Hi everyone,
Recently, we meet an IO performance issue which caused by pagecache
thrashing in
a cgroup and we found it is introduced by commit 815744d75152 ("mm:
memcontrol:
don't batch updates of local VM stats and events").
The problem can easily reproduced in docker environment.
Firstly,create a container
with 4G memory limit and 2G swap limit, then run a program which
allocate (6G - 50M)
anon memory so there are only 50M memory can be used and no swap
space. Then
do "yum install gcc" and we can observed that the yum program is
thrashing and IO
keep high for a long but didn't trigger oom. This affects other
processes or containers
in the machine.
After analysis, we found there are large number of readahead
failures during this time.
Since page allocation from pagecache readahead have __GFP_NORETRY
flag, the oom
will be skipped when reach memcg limit. The pagecache is repeatedly
allocated and
reclaimed, and the value of workset_refault_file is high. These
readahead take a lot of
time, which consume a lot of IO throughput and impact the entire
system. This keeps
for long times until other page allocation trigger oom.

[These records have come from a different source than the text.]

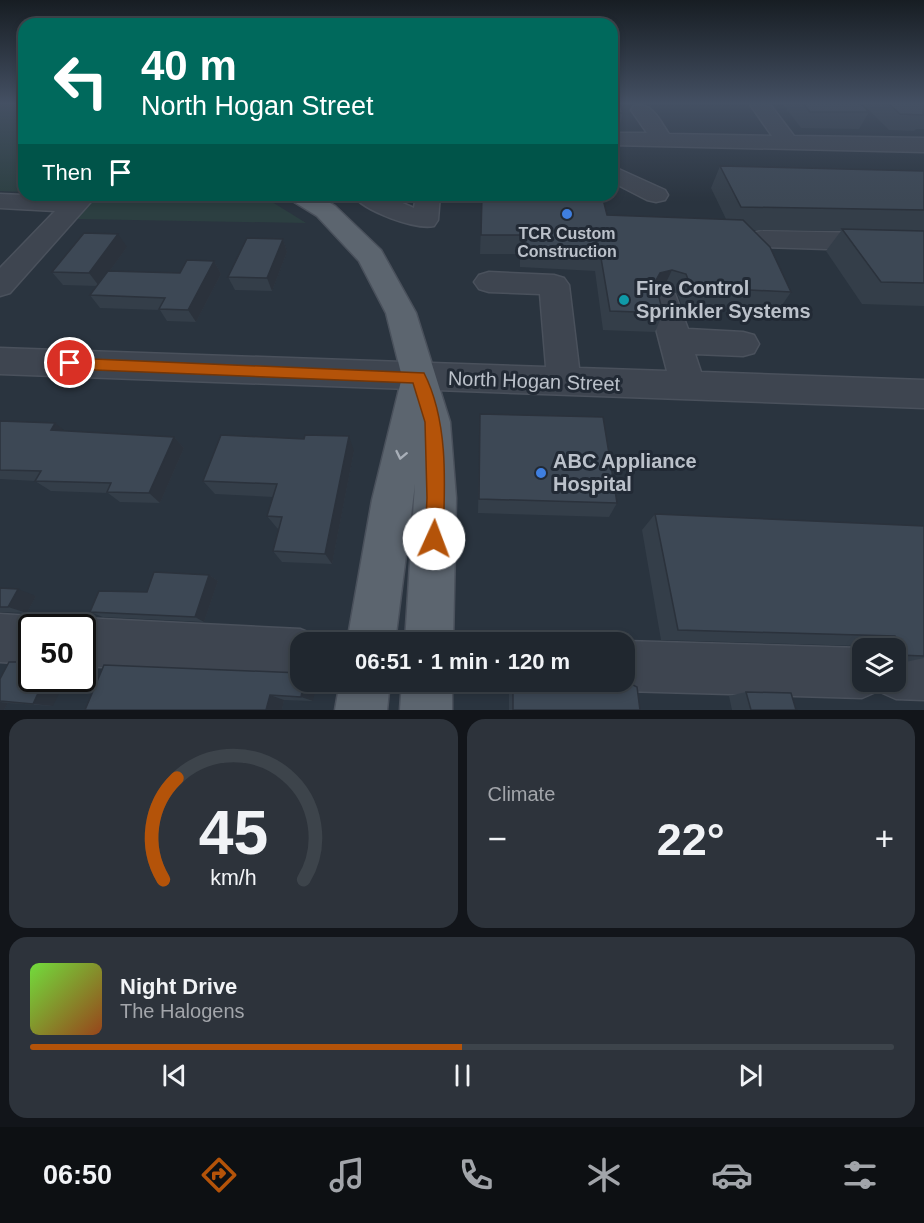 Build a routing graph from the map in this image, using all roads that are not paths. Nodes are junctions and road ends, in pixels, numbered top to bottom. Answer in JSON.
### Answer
{"nodes":[{"id":1,"x":660,"y":136,"type":"edge"},
{"id":2,"x":783,"y":136,"type":"edge"},
{"id":3,"x":880,"y":136,"type":"edge"},
{"id":4,"x":618,"y":139,"type":"edge"},
{"id":5,"x":663,"y":140,"type":"junction"},
{"id":6,"x":787,"y":142,"type":"junction"},
{"id":7,"x":888,"y":144,"type":"junction"},
{"id":8,"x":924,"y":145,"type":"edge"},
{"id":9,"x":618,"y":176,"type":"edge"},
{"id":10,"x":656,"y":195,"type":"dead end"},
{"id":11,"x":0,"y":201,"type":"edge"},
{"id":12,"x":18,"y":201,"type":"edge"},
{"id":13,"x":79,"y":201,"type":"edge"},
{"id":14,"x":310,"y":201,"type":"edge"},
{"id":15,"x":377,"y":201,"type":"edge"},
{"id":16,"x":427,"y":201,"type":"edge"},
{"id":17,"x":762,"y":239,"type":"edge"},
{"id":18,"x":924,"y":243,"type":"edge"},
{"id":19,"x":489,"y":282,"type":"dead end"},
{"id":20,"x":0,"y":286,"type":"edge"},
{"id":21,"x":664,"y":302,"type":"dead end"},
{"id":22,"x":675,"y":341,"type":"junction"},
{"id":23,"x":743,"y":344,"type":"dead end"},
{"id":24,"x":0,"y":361,"type":"edge"},
{"id":25,"x":419,"y":377,"type":"junction"},
{"id":26,"x":564,"y":382,"type":"junction"},
{"id":27,"x":688,"y":386,"type":"junction"},
{"id":28,"x":924,"y":394,"type":"edge"},
{"id":29,"x":372,"y":632,"type":"edge"},
{"id":30,"x":429,"y":632,"type":"edge"},
{"id":31,"x":0,"y":638,"type":"edge"},
{"id":32,"x":18,"y":639,"type":"edge"},
{"id":33,"x":96,"y":643,"type":"edge"},
{"id":34,"x":290,"y":652,"type":"edge"},
{"id":35,"x":635,"y":666,"type":"edge"},
{"id":36,"x":852,"y":673,"type":"edge"},
{"id":37,"x":906,"y":674,"type":"edge"},
{"id":38,"x":924,"y":675,"type":"edge"},
{"id":39,"x":363,"y":692,"type":"edge"},
{"id":40,"x":427,"y":692,"type":"edge"},
{"id":41,"x":361,"y":710,"type":"edge"},
{"id":42,"x":426,"y":710,"type":"edge"}],
"edges":[{"from":1,"to":5,"type":"street"},
{"from":2,"to":6,"type":"street"},
{"from":3,"to":7,"type":"street"},
{"from":4,"to":5,"type":"street"},
{"from":5,"to":6,"type":"street"},
{"from":6,"to":7,"type":"street"},
{"from":7,"to":8,"type":"street"},
{"from":9,"to":10,"type":"street"},
{"from":11,"to":12,"type":"street"},
{"from":13,"to":20,"type":"street"},
{"from":14,"to":25,"type":"main road"},
{"from":15,"to":16,"type":"street"},
{"from":17,"to":18,"type":"street"},
{"from":19,"to":26,"type":"street"},
{"from":21,"to":22,"type":"street"},
{"from":22,"to":23,"type":"street"},
{"from":22,"to":27,"type":"street"},
{"from":24,"to":25,"type":"street","name":"North Hogan Street"},
{"from":25,"to":26,"type":"street","name":"North Hogan Street"},
{"from":25,"to":29,"type":"main road","one_way":true},
{"from":25,"to":30,"type":"main road"},
{"from":26,"to":27,"type":"street","name":"North Hogan Street"},
{"from":27,"to":28,"type":"street","name":"North Hogan Street"},
{"from":31,"to":32,"type":"street"},
{"from":33,"to":34,"type":"street"},
{"from":35,"to":36,"type":"street"},
{"from":37,"to":38,"type":"street"},
{"from":39,"to":41,"type":"main road"},
{"from":40,"to":42,"type":"main road"}]} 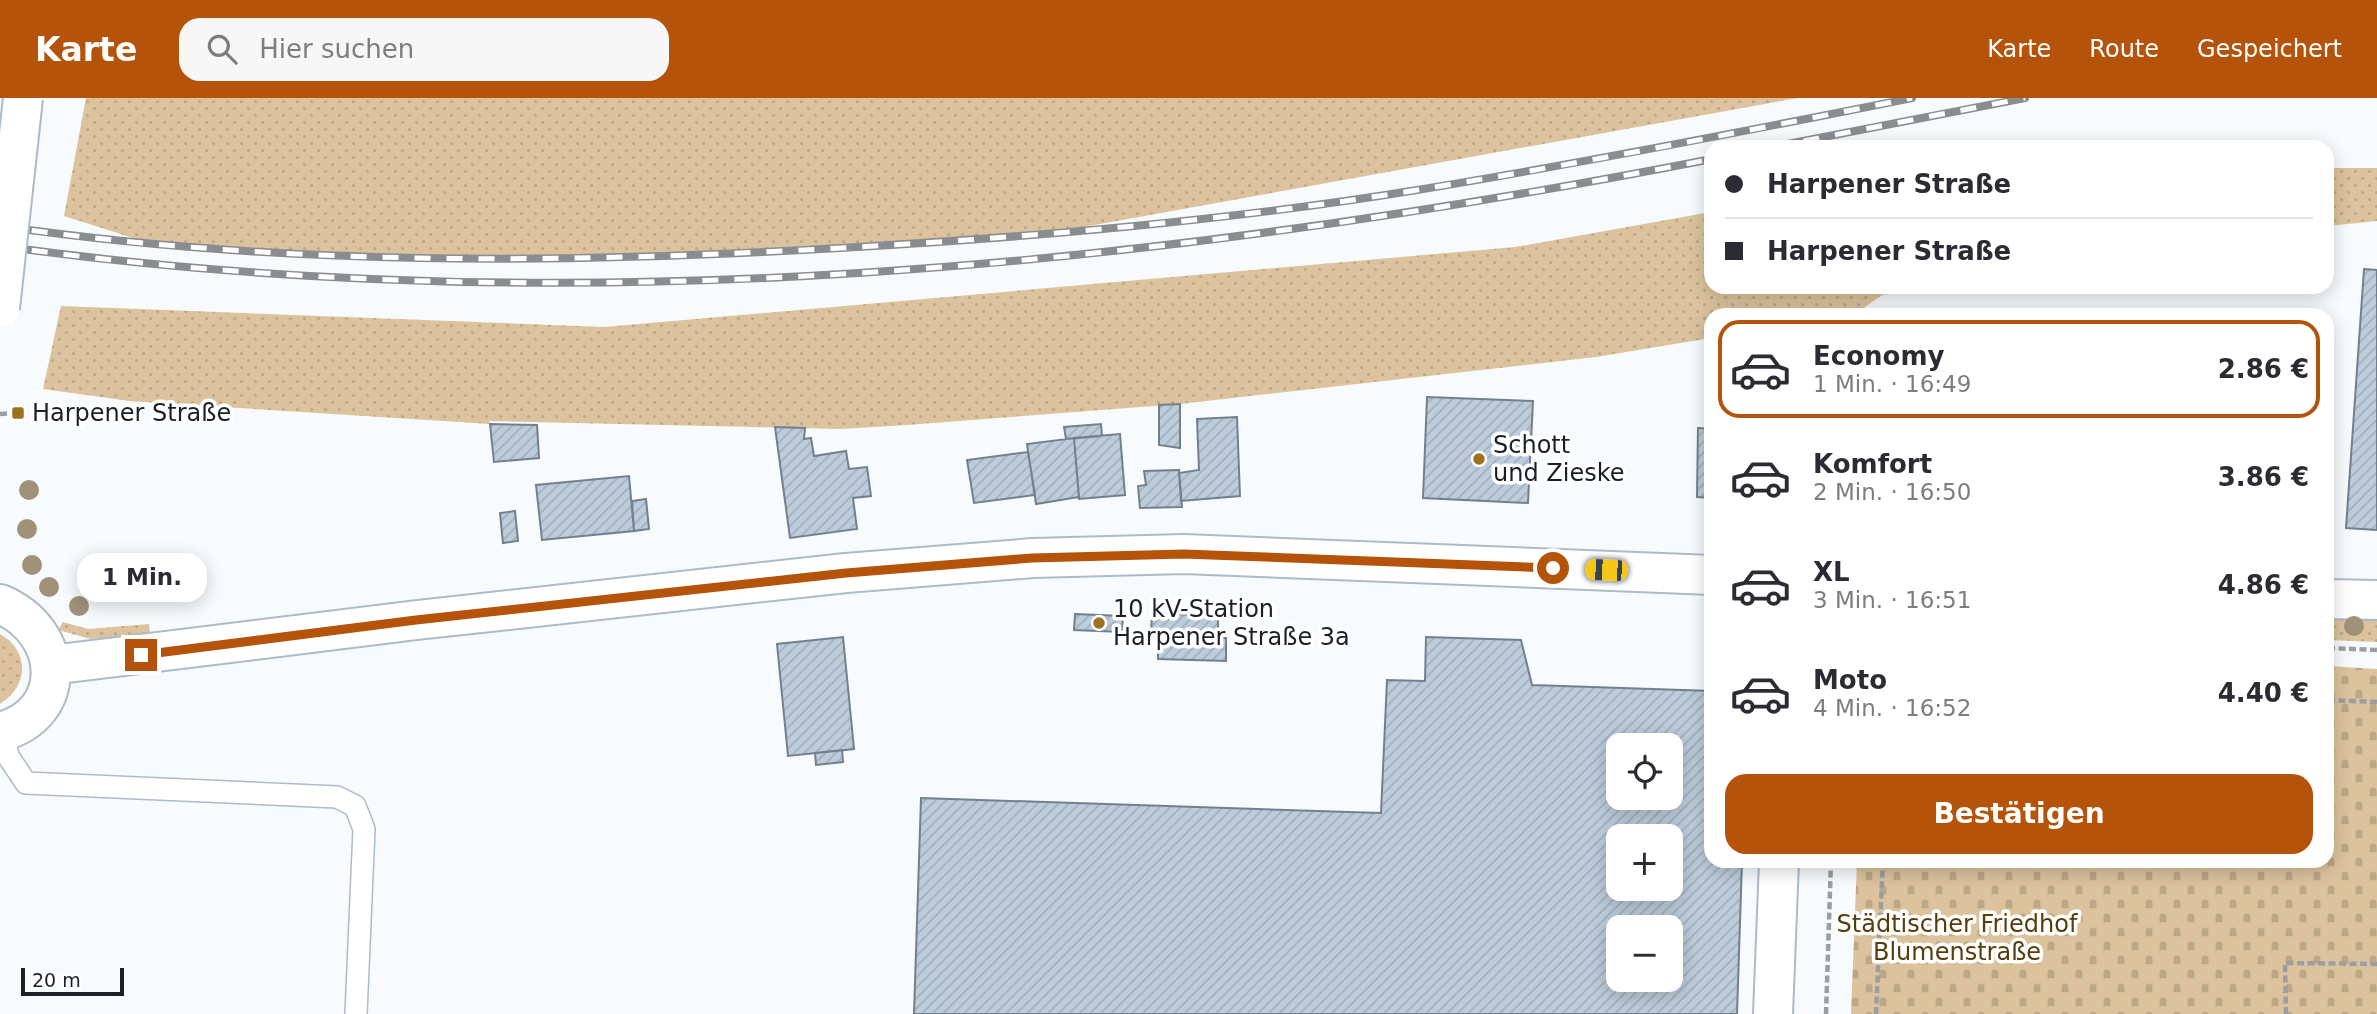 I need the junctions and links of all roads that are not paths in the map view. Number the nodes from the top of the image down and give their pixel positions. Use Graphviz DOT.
graph roads {
  1 [pos="23,98"];
  2 [pos="0,308"];
  3 [pos="1704,575"];
  4 [pos="2334,598"];
  5 [pos="2377,600"];
  6 [pos="0,604"];
  7 [pos="51,665"];
  8 [pos="2,732"];
  9 [pos="1779,868"];
  10 [pos="356,1014"];
  11 [pos="1773,1014"];
  1 -- 2 [label="street, bridge"];
  3 -- 7 [label="street"];
  4 -- 5 [label="street"];
  6 -- 7 [label="street"];
  7 -- 8 [label="street"];
  8 -- 10 [label="lane"];
  9 -- 11 [label="street"];
} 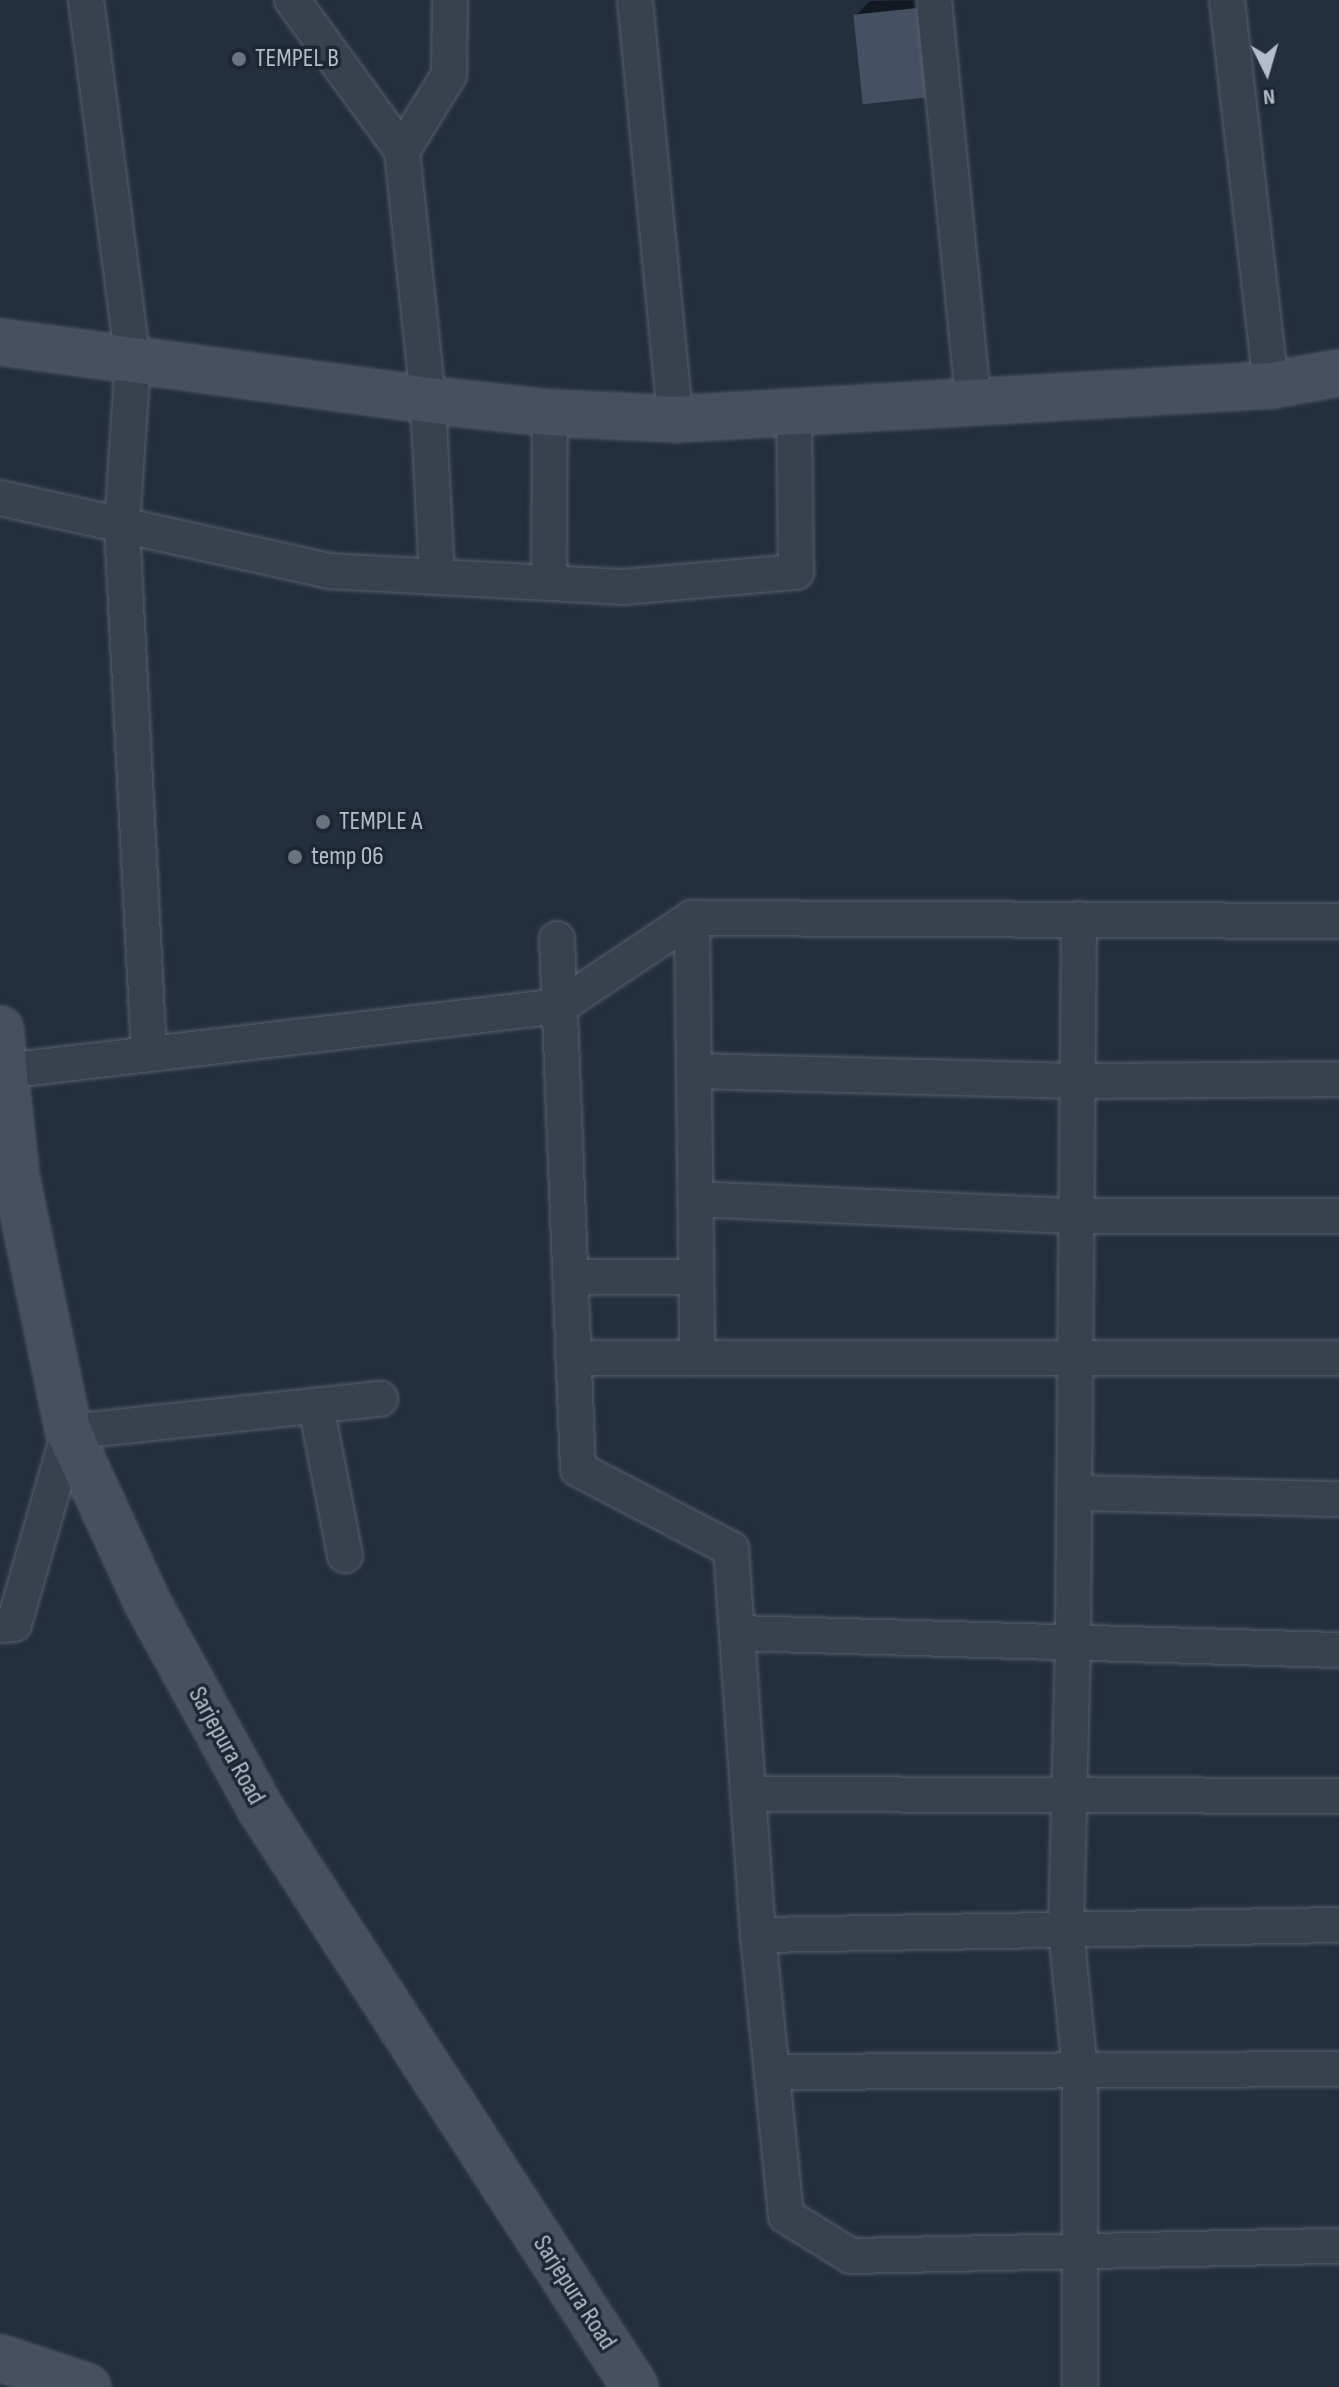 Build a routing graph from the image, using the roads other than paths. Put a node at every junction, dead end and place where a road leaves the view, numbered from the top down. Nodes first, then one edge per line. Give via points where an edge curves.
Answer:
1 (86, 0) edge
2 (292, 0) edge
3 (450, 0) edge
4 (635, 0) edge
5 (934, 0) edge
6 (1227, 0) edge
7 (402, 151) junction
8 (0, 342) edge
9 (133, 360) junction
10 (1339, 373) edge
11 (1271, 385) junction
12 (428, 400) junction
13 (973, 401) junction
14 (794, 412) junction
15 (550, 413) junction
16 (675, 419) junction
17 (0, 498) edge
18 (122, 526) junction
19 (437, 577) junction
20 (549, 583) junction
21 (692, 918) junction
22 (1079, 919) junction
23 (1339, 921) edge
24 (557, 939) dead end
25 (560, 1006) junction
26 (2, 1050) edge
27 (149, 1054) junction
28 (694, 1071) junction
29 (1339, 1079) edge
30 (1077, 1081) junction
31 (696, 1199) junction
32 (1077, 1216) junction
33 (1339, 1216) edge
34 (571, 1277) junction
35 (696, 1277) junction
36 (573, 1358) junction
37 (697, 1358) junction
38 (1075, 1358) junction
39 (1339, 1358) edge
40 (380, 1399) dead end
41 (316, 1406) junction
42 (69, 1432) junction
43 (1074, 1493) junction
44 (1339, 1499) edge
45 (345, 1555) dead end
46 (0, 1625) edge
47 (737, 1633) junction
48 (1073, 1642) junction
49 (1339, 1650) edge
50 (748, 1794) junction
51 (1070, 1795) junction
52 (1339, 1796) edge
53 (1339, 1925) edge
54 (1066, 1930) junction
55 (758, 1935) junction
56 (1339, 2069) edge
57 (1080, 2070) junction
58 (772, 2072) junction
59 (1339, 2246) edge
60 (1082, 2251) junction
61 (0, 2358) edge
62 (87, 2387) edge
63 (635, 2387) edge
64 (1080, 2387) edge

1 - 9 street
2 - 7 street
3 - 7 street via 449,75
4 - 16 street
5 - 13 street
6 - 11 street
7 - 12 street
8 - 9 street
9 - 12 street
9 - 18 street
10 - 11 street
11 - 13 street
12 - 15 street
12 - 19 street
13 - 14 street
14 - 16 street
14 - 20 street via 796,572 623,587
15 - 16 street
15 - 20 street
17 - 18 street
18 - 19 street via 328,571
18 - 27 street
19 - 20 street
21 - 22 street
21 - 25 street
21 - 28 street
22 - 23 street
22 - 30 street
24 - 25 street
25 - 27 street
25 - 34 street
26 - 27 street
26 - 42 street, Sarjepura Road via 16,1177
28 - 30 street
28 - 31 street
29 - 30 street
30 - 32 street
31 - 32 street
31 - 35 street
32 - 33 street
32 - 38 street
34 - 35 street
34 - 36 street
35 - 37 street
36 - 37 street
36 - 47 street via 578,1469 731,1549
37 - 38 street
38 - 39 street
38 - 43 street
40 - 41 street
41 - 42 street
41 - 45 street
42 - 46 street via 14,1624
42 - 63 street, Sarjepura Road via 148,1604 262,1811
43 - 44 street
43 - 48 street
47 - 48 street
47 - 50 street
48 - 49 street
48 - 51 street
50 - 51 street
50 - 55 street
51 - 52 street
51 - 54 street
53 - 54 street
54 - 55 street
54 - 57 street
55 - 58 street
56 - 57 street
57 - 58 street
57 - 60 street
58 - 60 street via 786,2216 851,2256
59 - 60 street
60 - 64 street
61 - 62 street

By bisection, we finally found
commit 815744d75152("mm: memcontrol: don't batch
updates of local VM stats and events"). Before the commit, the
process will trigger oom
in very short time. We suspect the difference is caused by
performance changes.
Is there any good way to fix the problem? we prefer the process to
be oom rather
than cause the system to be hung and affect other processes.
Thanks,